Zhang Xiao, Guo Zhao, Liu Jing, Tian Gan, Chen Kui, Yu Shicang, Gu Zhanjun
CAS Key Laboratory for Biomedical Effects of Nanomaterials and Nanosafety, Institute of High Energy Physics and National Center for Nanosciences and Technology, Chinese Academy of Sciences, Beijing 100049, China; CAS Center for Excellence in Nanoscience, National Center for Nanoscience and Technology, Beijing 100190, China; University of Chinese Academy of Sciences, Beijing 100049, China.
CAS Key Laboratory for Biomedical Effects of Nanomaterials and Nanosafety, Institute of High Energy Physics and National Center for Nanosciences and Technology, Chinese Academy of Sciences, Beijing 100049, China; University of Chinese Academy of Sciences, Beijing 100049, China.
Sci Bull (Beijing). 2017 Jul 30;62(14):985-996. doi: 10.1016/j.scib.2017.06.010. Epub 2017 Jun 23.
Near infrared (NIR) light-driven nitric oxide (NO) release nano-platform based on upconversion nanoparticles (UCNPs) and light sensitive NO precursor Roussin's black salt (RBS) was fabricated to generate NO upon 808nm irradiation. The application of 808nm laser as the excitation source could achieve better penetration depth and avoid overheating problem. The combination of UCNPs and RBS could realize the on-demand release of NO at desired time and location by simply controlling the output of NIR laser. Cellular uptake results showed that more nanoparticles were internalized in cancer stem-like cells (CSCs) rather than non-CSCs. Therefore, a synergistic cancer therapy strategy to eradicate both CSCs and non-CSCs simultaneously was developed. Traditional chemo-drug could inhibit non-CSCs but has low killing efficiency in CSCs. However, we found that the combination of NO and chemotherapy could efficiently inhibit CSCs in bulk cells, including inhibiting mammosphere formation ability, decreasing CD44/CD24 subpopulation and reducing tumorigenic ability. The mechanism studies confirmed that NO could not only induce apoptosis but also increase drug sensitivity by declining drug efflux in CSCs. This UCNPs-based platform may provide a new combinatorial strategy of NO and chemotherapy to improve cancer treatment.
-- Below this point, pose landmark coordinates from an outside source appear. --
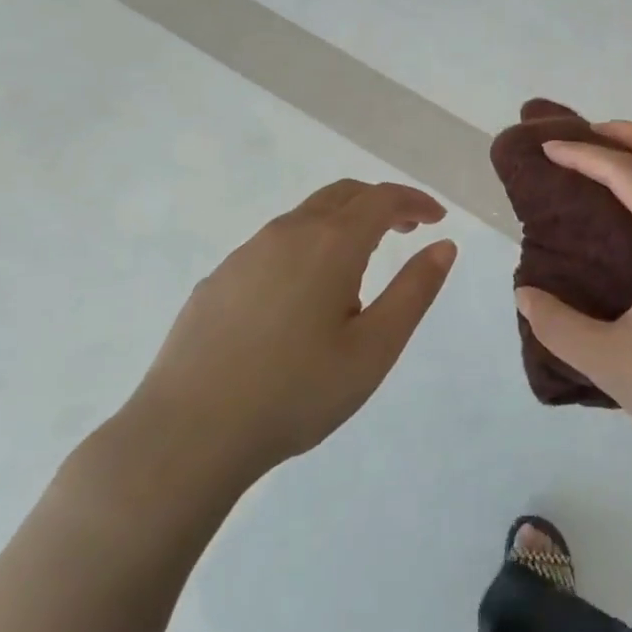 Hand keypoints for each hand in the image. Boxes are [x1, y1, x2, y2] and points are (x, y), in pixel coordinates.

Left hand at [122, 181, 456, 506]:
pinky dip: (307, 247)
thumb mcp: (374, 348)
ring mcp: (246, 254)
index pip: (383, 198)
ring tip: (358, 267)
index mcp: (331, 243)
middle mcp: (288, 233)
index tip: (437, 219)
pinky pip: (274, 245)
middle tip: (406, 232)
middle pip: (343, 194)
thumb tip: (444, 245)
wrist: (187, 436)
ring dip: (343, 224)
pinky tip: (302, 296)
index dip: (415, 202)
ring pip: (306, 217)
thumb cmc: (296, 393)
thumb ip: (414, 290)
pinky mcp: (218, 279)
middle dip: (380, 204) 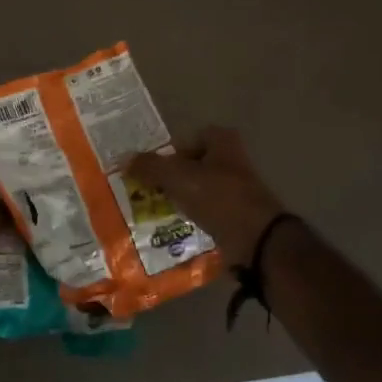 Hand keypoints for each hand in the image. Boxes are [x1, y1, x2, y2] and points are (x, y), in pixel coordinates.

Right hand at [127, 127, 287, 267]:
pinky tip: (175, 229)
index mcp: (222, 142)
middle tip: (147, 192)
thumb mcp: (177, 177)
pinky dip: (191, 219)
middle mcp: (231, 161)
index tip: (149, 171)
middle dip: (170, 179)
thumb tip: (124, 159)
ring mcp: (235, 190)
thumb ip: (150, 166)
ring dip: (179, 201)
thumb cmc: (218, 198)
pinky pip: (205, 213)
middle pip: (190, 166)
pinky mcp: (236, 215)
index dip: (167, 154)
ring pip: (197, 190)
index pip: (185, 140)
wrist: (256, 240)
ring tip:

基于上转换纳米颗粒(UCNPs)和光敏一氧化氮(NO)前体罗辛黑盐(RBS)构建了近红外(NIR)光驱动的NO释放纳米平台,在808nm激光照射下产生NO。应用808nm激光作为激发源可实现更好的穿透深度并避免过热问题。UCNPs与RBS的组合能够通过简单地控制近红外激光的输出,在所需的时间和位置实现NO的按需释放。细胞摄取结果表明,更多的纳米颗粒被癌症干细胞样细胞(CSCs)而非非癌症干细胞样细胞内化。因此,开发了一种同时根除CSCs和非CSCs的协同癌症治疗策略。传统化疗药物可抑制非CSCs,但对CSCs的杀伤效率较低。然而,我们发现NO与化疗的联合能够有效有效有效地细胞团中有效抑制CSCs,包括抑制乳腺球形成能力、减少CD44/CD24亚群以及降低致瘤能力。机制研究证实,NO不仅可诱导细胞凋亡,还可通过降低CSCs中的药物外排来提高药物敏感性。这种基于UCNPs的平台可能为改善癌症治疗提供一种新的NO与化疗联合策略。